いつもお世話になります。 HPC: ヒロファーマコンサルティング 集(あつまる)です。
今回は、FDA Warning Letter において、医薬品製造における 「AI の不適切利用が明示的に指摘された事例 について、参考情報としてご案内いたします。
FDAは 2026年4月2日付 Warning Letter において、当該企業が AIを用いて仕様書、手順書、製造指図・管理記録を作成していたにもかかわらず、その内容を十分に人間が確認せず、CGMP適合性を担保できていなかった 点を問題視しました。
さらに、企業側が「AI agent が必要だと教えてくれなかったため、法的要求を認識していなかった」と説明したことまで記載されています。
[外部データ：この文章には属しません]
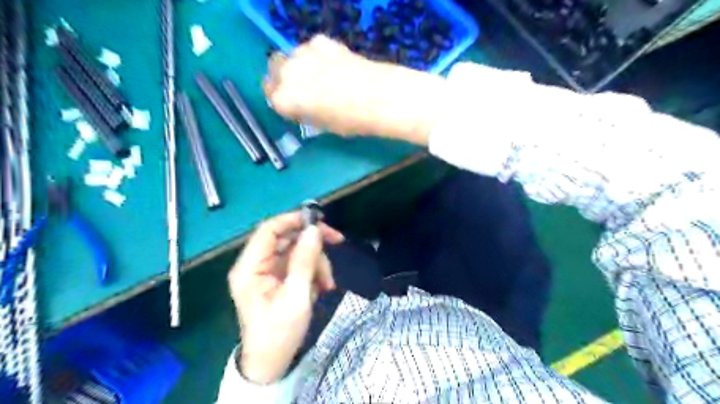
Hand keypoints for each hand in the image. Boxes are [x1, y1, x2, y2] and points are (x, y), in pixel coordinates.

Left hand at [229, 214, 343, 383]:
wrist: (271, 363)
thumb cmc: (279, 333)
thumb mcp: (296, 296)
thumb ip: (304, 260)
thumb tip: (314, 230)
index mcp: (250, 267)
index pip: (269, 230)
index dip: (293, 220)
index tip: (320, 220)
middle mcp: (256, 264)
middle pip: (286, 237)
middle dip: (313, 243)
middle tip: (337, 242)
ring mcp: (267, 271)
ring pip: (297, 250)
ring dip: (317, 262)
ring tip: (328, 283)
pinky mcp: (278, 278)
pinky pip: (299, 263)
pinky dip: (314, 271)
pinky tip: (322, 287)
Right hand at [263, 34, 444, 144]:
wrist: (378, 98)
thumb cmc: (351, 121)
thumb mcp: (323, 125)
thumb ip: (306, 113)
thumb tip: (305, 107)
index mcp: (284, 99)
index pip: (272, 97)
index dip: (284, 102)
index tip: (296, 106)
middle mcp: (287, 73)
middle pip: (274, 70)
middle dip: (284, 79)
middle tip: (303, 89)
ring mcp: (303, 54)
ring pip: (292, 56)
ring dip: (300, 65)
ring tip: (321, 76)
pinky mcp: (322, 42)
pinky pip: (312, 49)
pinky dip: (317, 56)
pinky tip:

FDAは、AIを文書作成支援に使用する場合でも、その出力内容が正確で、実際にCGMPに適合していることを人間側のQU責任者がレビュー・承認しなければならない と明確に述べています。
今回の事例のポイントは、AIの使用そのものが問題とされたのではなく、AIを使用しても品質部門の責任や人間による確認責任は消えない ことが、査察・行政対応の中で明示された点にあります。
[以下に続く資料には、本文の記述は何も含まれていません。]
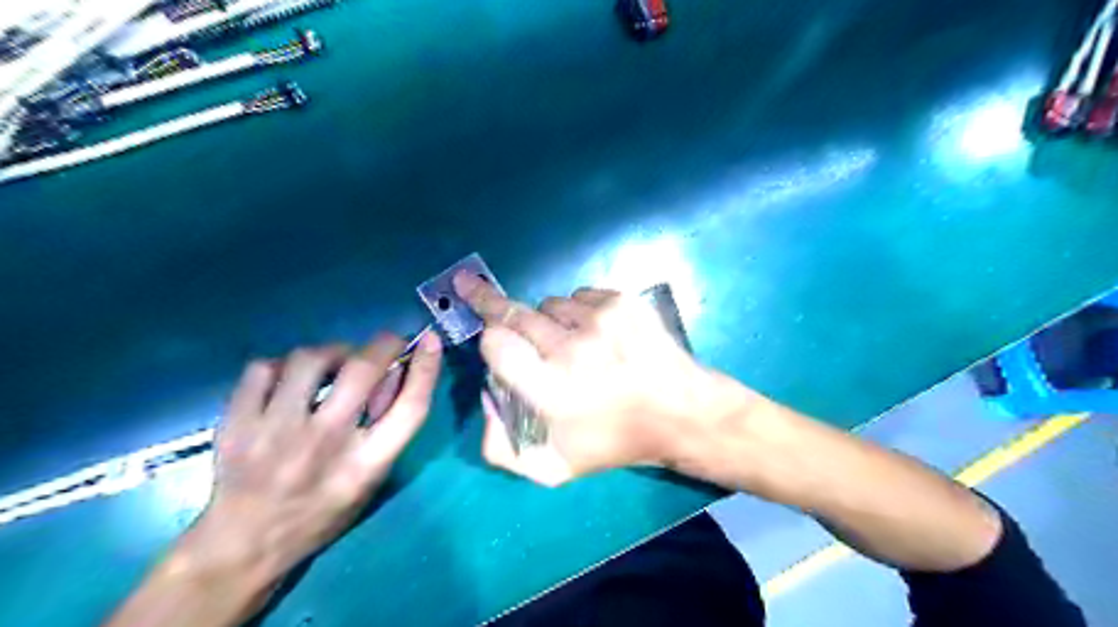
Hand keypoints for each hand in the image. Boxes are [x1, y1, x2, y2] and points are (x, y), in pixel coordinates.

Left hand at [178, 332, 440, 582]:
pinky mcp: (237, 424)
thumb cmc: (321, 513)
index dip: (426, 368)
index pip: (411, 407)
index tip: (430, 341)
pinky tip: (289, 379)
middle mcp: (326, 443)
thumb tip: (397, 371)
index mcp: (366, 465)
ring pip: (310, 359)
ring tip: (334, 364)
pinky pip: (264, 368)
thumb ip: (388, 428)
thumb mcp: (370, 480)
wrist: (244, 545)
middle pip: (363, 370)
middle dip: (382, 344)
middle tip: (386, 343)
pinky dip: (283, 365)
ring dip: (332, 352)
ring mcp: (276, 432)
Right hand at [450, 272, 739, 484]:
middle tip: (470, 287)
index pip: (496, 342)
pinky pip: (579, 296)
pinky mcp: (621, 301)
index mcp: (551, 390)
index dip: (490, 341)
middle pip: (513, 312)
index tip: (492, 342)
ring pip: (548, 304)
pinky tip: (596, 335)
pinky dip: (578, 312)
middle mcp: (572, 348)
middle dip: (492, 306)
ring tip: (572, 344)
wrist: (681, 413)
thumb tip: (486, 394)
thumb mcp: (551, 467)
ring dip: (548, 321)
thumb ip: (500, 445)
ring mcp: (600, 319)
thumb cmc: (614, 442)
特に、FDAは当該企業が将来製造を再開する場合、AI Agentからの出力や推奨は 品質部門の権限ある人間代表者が review and clear しなければならない と記載しており、GxP環境における AI利用の考え方を示す象徴的な事例と考えられます。
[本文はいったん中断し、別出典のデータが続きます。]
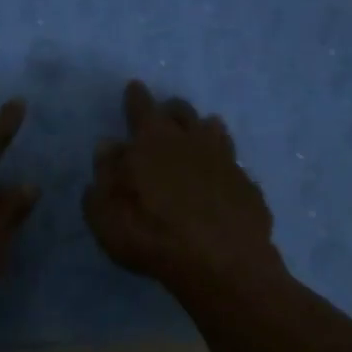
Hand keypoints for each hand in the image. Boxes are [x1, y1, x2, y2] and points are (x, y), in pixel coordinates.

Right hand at [84, 80, 280, 292]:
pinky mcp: (247, 186)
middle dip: (170, 110)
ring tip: (198, 135)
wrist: (221, 264)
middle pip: (181, 112)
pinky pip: (233, 165)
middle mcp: (191, 141)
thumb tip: (108, 147)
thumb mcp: (107, 213)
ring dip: (202, 129)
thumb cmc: (152, 236)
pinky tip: (221, 179)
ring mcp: (225, 161)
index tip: (134, 87)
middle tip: (163, 115)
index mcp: (152, 142)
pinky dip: (222, 166)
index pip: (141, 108)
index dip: (135, 97)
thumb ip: (104, 176)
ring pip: (214, 131)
この事例から、MAH / 製造業者として今後特に注意すべき点は、以下のとおりです。
  1. AI作成文書をそのまま採用しないこと
     SOP、仕様書、記録類、評価結果などは、人間が内容を理解し、妥当性を確認する必要があります。
  2. 誰が、何を、どの基準でレビューしたかを説明できること
     AI利用時は、レビュー責任と承認責任を明確にしておく必要があります。
  3. AI利用前に、用途・限界・変更管理・定期レビュー方法を決めておくこと
     「使ってみてから考える」ではなく、運用設計が重要です。
  4. Human Oversight を実効的に設計すること
     AIが見逃した場合や誤った場合に備え、人間の確認範囲と方法をあらかじめ決めておく必要があります。
  5. “AIがそう言ったから” では済まされないこと
     最終的な説明責任は、あくまで医薬品製造企業側に残ります。
今回の Warning Letter は、製造分野の事例ではありますが、考え方としては AI-PV、CSV/CSA、品質保証、規制対応全般にも共通する重要な示唆を含んでいます。
今後は、「AIを使えるか」ではなく、「AIをどのように管理・監督し、規制当局に説明できる形で使うか」 が、より一層問われる時期に入ってきていると考えられます。